Can we improve worst time complexity of this question? [Solved]

ay2306 · August 1, 2020, 8:14am

If you are sorting, how will you find subarrays, order must be maintained to find subarrays.

ssrivastava990 · August 1, 2020, 8:15am

Bro we have to count all subarrays whose first and last element difference is less than or equal to K that means simple count all pairs whose abs difference is less than K

ay2306 · August 1, 2020, 8:17am

Shit yeah, this approach makes me feel dumb. I over-engineered a simple solution.

ssrivastava990 · August 1, 2020, 8:17am

Lmao , So can I use the approach which I mentioned later ?

ay2306 · August 1, 2020, 8:18am

Makes sense actually, I am looking if there is issue in code. Approach seems fine.

I think this will work fine

sort(all(arr))
long long ans = 0
for(int i = 0; i < n; ++i){
    int index = upper_bound(all(arr),a[i]+k-1) - arr.begin();
    ans += index - i - 1;
}

I think

mohittkkumar · August 1, 2020, 8:19am

Yeah HashMap is enough i guess.

ssrivastava990 · August 1, 2020, 8:20am

Sort array
for  i = 0 to n :
     cnt += (i-max_index_from_0_to_i_such_that(abs(a[i] - a[index]) <=k)) +1

ay2306 · August 1, 2020, 8:23am

How?

ssrivastava990 · August 1, 2020, 8:23am

Wait I will submit and tell u if it is right or wrong.

aneee004 · August 1, 2020, 8:23am

Yes this one seems right too.

mohittkkumar · August 1, 2020, 8:23am

Sorting is predetermining the complexity bound of O(N log(n)).

Suppose if a desired sub-array ends at i. Then we only have to look for no. of times a[i]+k and a[i]-k occurs before i. If the numbers are in range we can create a frequency array, else we can use a HashMap. Either way complexity will be O(n).

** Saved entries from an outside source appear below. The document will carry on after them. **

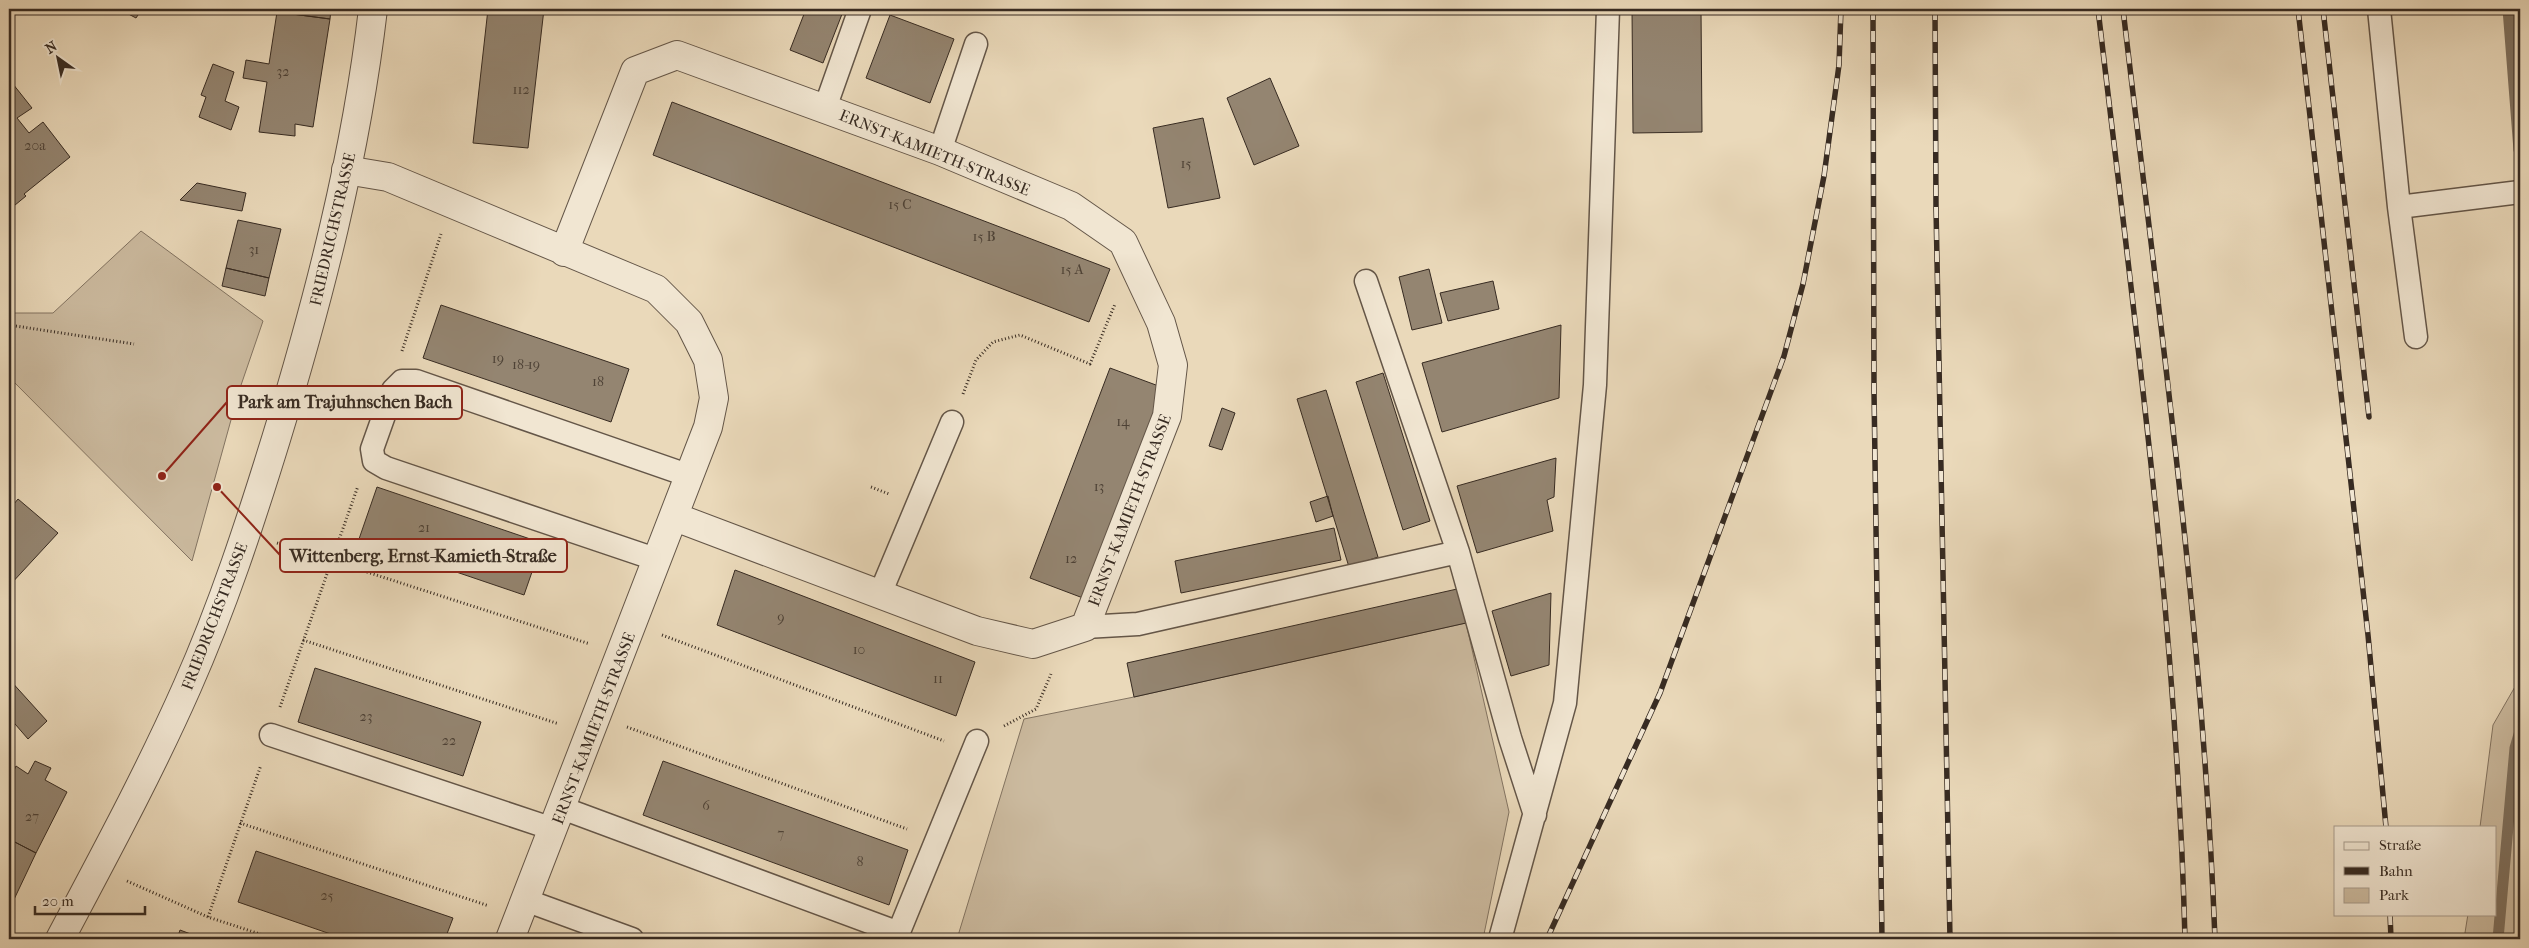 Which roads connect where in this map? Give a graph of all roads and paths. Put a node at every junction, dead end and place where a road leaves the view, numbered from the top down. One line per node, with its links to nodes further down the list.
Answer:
1 (373, 9): 8 (street, FRIEDRICHSTRASSE)
2 (860, 9): 6 (lane)
3 (1608, 9): 36 (lane)
4 (2379, 9): 11 (lane)
5 (976, 44): 7 (lane)
6 (824, 108): 7 (street, ERNST-KAMIETH-STRASSE); 12 (street, ERNST-KAMIETH-STRASSE)
7 (940, 151): 13 (street, ERNST-KAMIETH-STRASSE)
8 (346, 170): 10 (street, ERNST-KAMIETH-STRASSE); 23 (street, FRIEDRICHSTRASSE)
9 (2520, 192): 11 (lane)
10 (450, 205): 12 (street, ERNST-KAMIETH-STRASSE); 18 (path)
11 (2399, 207): 16 (lane)
12 (564, 252): 21 (street, ERNST-KAMIETH-STRASSE)
13 (1132, 262): 19 (path); 29 (street, ERNST-KAMIETH-STRASSE)
14 (1366, 281): 24 (lane)
15 (9, 325): 17 (path)
16 (2416, 337)
17 (134, 344)
18 (402, 381): 20 (lane); 21 (lane)
19 (952, 422): 27 (lane)
20 (374, 461): 25 (path); 26 (lane)
21 (690, 476): 22 (street, ERNST-KAMIETH-STRASSE)
22 (674, 517): 26 (street, ERNST-KAMIETH-STRASSE); 27 (street, ERNST-KAMIETH-STRASSE)
23 (246, 533): 25 (path); 40 (street, FRIEDRICHSTRASSE)
24 (1458, 552): 29 (lane); 36 (lane)
25 (332, 559): 31 (path); 32 (path)
26 (658, 560): 28 (street, ERNST-KAMIETH-STRASSE)
27 (880, 594): 30 (street, ERNST-KAMIETH-STRASSE)
28 (634, 624): 32 (street, ERNST-KAMIETH-STRASSE); 35 (path)
29 (1085, 627): 30 (street, ERNST-KAMIETH-STRASSE)
30 (1058, 635): 35 (path)
31 (303, 640): 33 (path); 34 (path)
32 (622, 654): 33 (street, ERNST-KAMIETH-STRASSE)
33 (594, 725): 37 (street, ERNST-KAMIETH-STRASSE); 39 (path)
34 (271, 735): 37 (lane); 38 (path)
35 (975, 746): 39 (lane)
36 (1535, 815): 47 (lane)
37 (557, 818): 42 (street, ERNST-KAMIETH-STRASSE); 43 (lane)
38 (240, 823): 41 (path); 42 (path)
39 (936, 840): 43 (lane)
40 (98, 868): 41 (path); 44 (street, FRIEDRICHSTRASSE)
41 (208, 917): 45 (path)
42 (518, 919): 46 (lane)
43 (897, 936)
44 (60, 939)
45 (275, 939)
46 (632, 939)
47 (1500, 939)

EDIT 1: I didn’t read the part less than equal to. Sorry MY bad

aneee004 · August 1, 2020, 8:26am

But how do you query a frequency array range sum in O(1)?
It’s not diff = k, it’s diff < k.

[EDIT]. Lol. Alright.

ssrivastava990 · August 1, 2020, 8:26am

WA bro

7
11 5 3 2 25 50 1
3

Your : 4
Expected : 12

mohittkkumar · August 1, 2020, 8:26am

Yeah i edited my post. Oops i didn’t read it carefully.

ay2306 · August 1, 2020, 8:27am

Please tell me we just didn’t discuss solution to a live test

ssrivastava990 · August 1, 2020, 8:28am

Nope not a live contest bro.
“Coding Ninjas”

I already gave test yesterday that Coding ninja wala test . I got 460 out of 500

ay2306 · August 1, 2020, 8:28am

Cool then Let me see

ssrivastava990 · August 1, 2020, 8:28am

actually we can submit our solution after contest too.

ay2306 · August 1, 2020, 8:32am

How is answer 12?

Pairs:
1,2
1,3
2,3
3,5

mohittkkumar · August 1, 2020, 8:33am

Also i was thinking if sorting is done can’t we use two pointer approach.

First in the sorted array low will represent a starting position and high will represent the number which is just less than or equal to a[low]+k.
All numbers in range [low,high] will make a pair with low.